* Task prompt *
Look at every line of the material and count the ones holding the word "from". The answer is the number only.

* Data supplied *

++++

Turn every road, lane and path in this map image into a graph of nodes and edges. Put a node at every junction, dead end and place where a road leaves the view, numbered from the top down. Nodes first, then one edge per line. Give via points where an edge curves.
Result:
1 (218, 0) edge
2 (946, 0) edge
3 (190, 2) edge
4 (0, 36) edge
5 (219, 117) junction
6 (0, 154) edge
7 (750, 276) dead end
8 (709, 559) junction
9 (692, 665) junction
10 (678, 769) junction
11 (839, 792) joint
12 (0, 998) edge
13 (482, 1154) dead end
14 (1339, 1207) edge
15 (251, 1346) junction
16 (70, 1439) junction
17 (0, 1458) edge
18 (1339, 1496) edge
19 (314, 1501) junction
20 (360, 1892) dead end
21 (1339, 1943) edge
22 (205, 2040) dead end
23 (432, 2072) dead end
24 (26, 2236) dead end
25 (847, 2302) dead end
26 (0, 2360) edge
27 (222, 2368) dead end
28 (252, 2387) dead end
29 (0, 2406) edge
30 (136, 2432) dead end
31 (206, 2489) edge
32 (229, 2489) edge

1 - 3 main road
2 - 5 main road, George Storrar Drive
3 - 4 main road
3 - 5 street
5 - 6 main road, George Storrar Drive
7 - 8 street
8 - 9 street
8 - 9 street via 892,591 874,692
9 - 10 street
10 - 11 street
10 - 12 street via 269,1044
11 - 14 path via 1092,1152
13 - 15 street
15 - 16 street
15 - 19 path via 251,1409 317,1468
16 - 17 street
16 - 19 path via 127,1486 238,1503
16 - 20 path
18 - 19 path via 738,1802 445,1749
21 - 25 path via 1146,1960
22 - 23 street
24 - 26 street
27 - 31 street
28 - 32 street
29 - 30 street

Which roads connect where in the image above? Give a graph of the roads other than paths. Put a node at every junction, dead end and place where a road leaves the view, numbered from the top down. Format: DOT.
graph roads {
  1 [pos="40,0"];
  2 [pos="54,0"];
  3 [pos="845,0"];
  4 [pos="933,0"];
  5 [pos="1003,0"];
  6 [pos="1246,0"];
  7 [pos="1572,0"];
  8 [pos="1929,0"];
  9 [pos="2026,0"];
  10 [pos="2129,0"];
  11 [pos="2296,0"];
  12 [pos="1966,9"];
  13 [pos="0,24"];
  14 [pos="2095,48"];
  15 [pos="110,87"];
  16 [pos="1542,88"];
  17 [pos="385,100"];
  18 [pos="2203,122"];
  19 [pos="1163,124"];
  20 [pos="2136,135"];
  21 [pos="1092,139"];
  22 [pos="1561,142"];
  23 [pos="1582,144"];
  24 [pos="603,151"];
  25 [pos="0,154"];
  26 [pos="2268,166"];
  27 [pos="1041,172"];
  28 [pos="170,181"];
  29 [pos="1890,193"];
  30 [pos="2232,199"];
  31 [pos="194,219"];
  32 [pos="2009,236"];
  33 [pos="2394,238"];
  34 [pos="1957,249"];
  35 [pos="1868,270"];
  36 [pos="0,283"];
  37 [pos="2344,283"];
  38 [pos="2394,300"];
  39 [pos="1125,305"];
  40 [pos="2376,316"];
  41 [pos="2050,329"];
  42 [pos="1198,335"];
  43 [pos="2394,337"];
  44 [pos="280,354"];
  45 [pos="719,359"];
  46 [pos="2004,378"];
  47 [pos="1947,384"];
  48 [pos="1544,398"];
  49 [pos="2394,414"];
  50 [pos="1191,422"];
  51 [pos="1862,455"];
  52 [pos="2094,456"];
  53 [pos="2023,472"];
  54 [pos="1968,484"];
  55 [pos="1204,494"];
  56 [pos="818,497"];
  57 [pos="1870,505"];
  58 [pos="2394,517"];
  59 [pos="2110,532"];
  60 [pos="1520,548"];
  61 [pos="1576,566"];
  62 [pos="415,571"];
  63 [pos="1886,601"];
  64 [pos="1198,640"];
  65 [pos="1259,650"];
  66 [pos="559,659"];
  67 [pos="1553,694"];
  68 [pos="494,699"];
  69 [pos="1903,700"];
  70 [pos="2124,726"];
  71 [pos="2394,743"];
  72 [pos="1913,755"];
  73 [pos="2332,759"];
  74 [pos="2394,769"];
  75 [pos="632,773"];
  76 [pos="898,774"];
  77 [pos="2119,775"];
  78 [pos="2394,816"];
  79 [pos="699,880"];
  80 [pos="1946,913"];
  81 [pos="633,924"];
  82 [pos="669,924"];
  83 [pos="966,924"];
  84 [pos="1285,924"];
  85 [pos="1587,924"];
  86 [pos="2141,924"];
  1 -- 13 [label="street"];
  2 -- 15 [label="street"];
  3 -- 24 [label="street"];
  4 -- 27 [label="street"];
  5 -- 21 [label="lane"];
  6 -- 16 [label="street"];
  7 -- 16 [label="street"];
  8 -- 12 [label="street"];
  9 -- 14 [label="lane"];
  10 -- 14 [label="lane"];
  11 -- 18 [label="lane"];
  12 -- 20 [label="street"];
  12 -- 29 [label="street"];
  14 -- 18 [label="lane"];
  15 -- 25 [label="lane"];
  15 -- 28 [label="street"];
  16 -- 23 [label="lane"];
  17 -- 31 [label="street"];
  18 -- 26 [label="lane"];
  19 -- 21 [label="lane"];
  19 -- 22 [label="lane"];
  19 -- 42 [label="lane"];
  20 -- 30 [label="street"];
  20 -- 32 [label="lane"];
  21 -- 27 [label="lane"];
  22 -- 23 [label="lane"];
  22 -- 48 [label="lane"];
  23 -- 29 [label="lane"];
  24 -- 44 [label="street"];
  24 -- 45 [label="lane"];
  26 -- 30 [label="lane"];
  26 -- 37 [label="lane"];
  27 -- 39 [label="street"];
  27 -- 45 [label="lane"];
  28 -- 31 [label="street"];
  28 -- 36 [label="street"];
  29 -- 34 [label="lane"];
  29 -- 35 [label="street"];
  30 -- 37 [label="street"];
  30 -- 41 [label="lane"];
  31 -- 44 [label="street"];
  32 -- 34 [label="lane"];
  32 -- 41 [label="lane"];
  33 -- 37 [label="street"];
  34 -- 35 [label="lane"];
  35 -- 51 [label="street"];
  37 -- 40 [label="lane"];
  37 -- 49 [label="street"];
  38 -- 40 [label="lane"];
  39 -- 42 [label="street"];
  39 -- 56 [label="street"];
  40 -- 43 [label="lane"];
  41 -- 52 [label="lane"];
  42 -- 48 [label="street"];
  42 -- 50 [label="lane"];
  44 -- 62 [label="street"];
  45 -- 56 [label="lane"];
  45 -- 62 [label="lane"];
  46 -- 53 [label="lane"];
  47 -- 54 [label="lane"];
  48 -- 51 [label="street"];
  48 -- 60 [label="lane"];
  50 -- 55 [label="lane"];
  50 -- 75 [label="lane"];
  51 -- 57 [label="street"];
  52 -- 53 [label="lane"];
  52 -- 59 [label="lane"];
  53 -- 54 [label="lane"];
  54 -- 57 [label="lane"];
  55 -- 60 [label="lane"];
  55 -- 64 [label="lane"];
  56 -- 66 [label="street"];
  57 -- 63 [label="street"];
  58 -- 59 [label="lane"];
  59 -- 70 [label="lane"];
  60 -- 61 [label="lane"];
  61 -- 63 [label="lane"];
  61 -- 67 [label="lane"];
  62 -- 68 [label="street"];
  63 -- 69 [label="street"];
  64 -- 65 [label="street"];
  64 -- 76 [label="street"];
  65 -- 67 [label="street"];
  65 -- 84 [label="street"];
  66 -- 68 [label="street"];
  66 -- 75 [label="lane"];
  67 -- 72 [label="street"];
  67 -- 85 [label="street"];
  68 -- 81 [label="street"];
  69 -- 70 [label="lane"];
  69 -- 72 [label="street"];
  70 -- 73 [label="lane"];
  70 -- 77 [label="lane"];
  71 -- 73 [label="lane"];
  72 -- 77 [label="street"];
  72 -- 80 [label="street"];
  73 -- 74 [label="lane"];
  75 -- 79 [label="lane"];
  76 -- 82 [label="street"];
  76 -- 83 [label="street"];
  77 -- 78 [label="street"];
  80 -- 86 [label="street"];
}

++++

* Response to the exercise *
2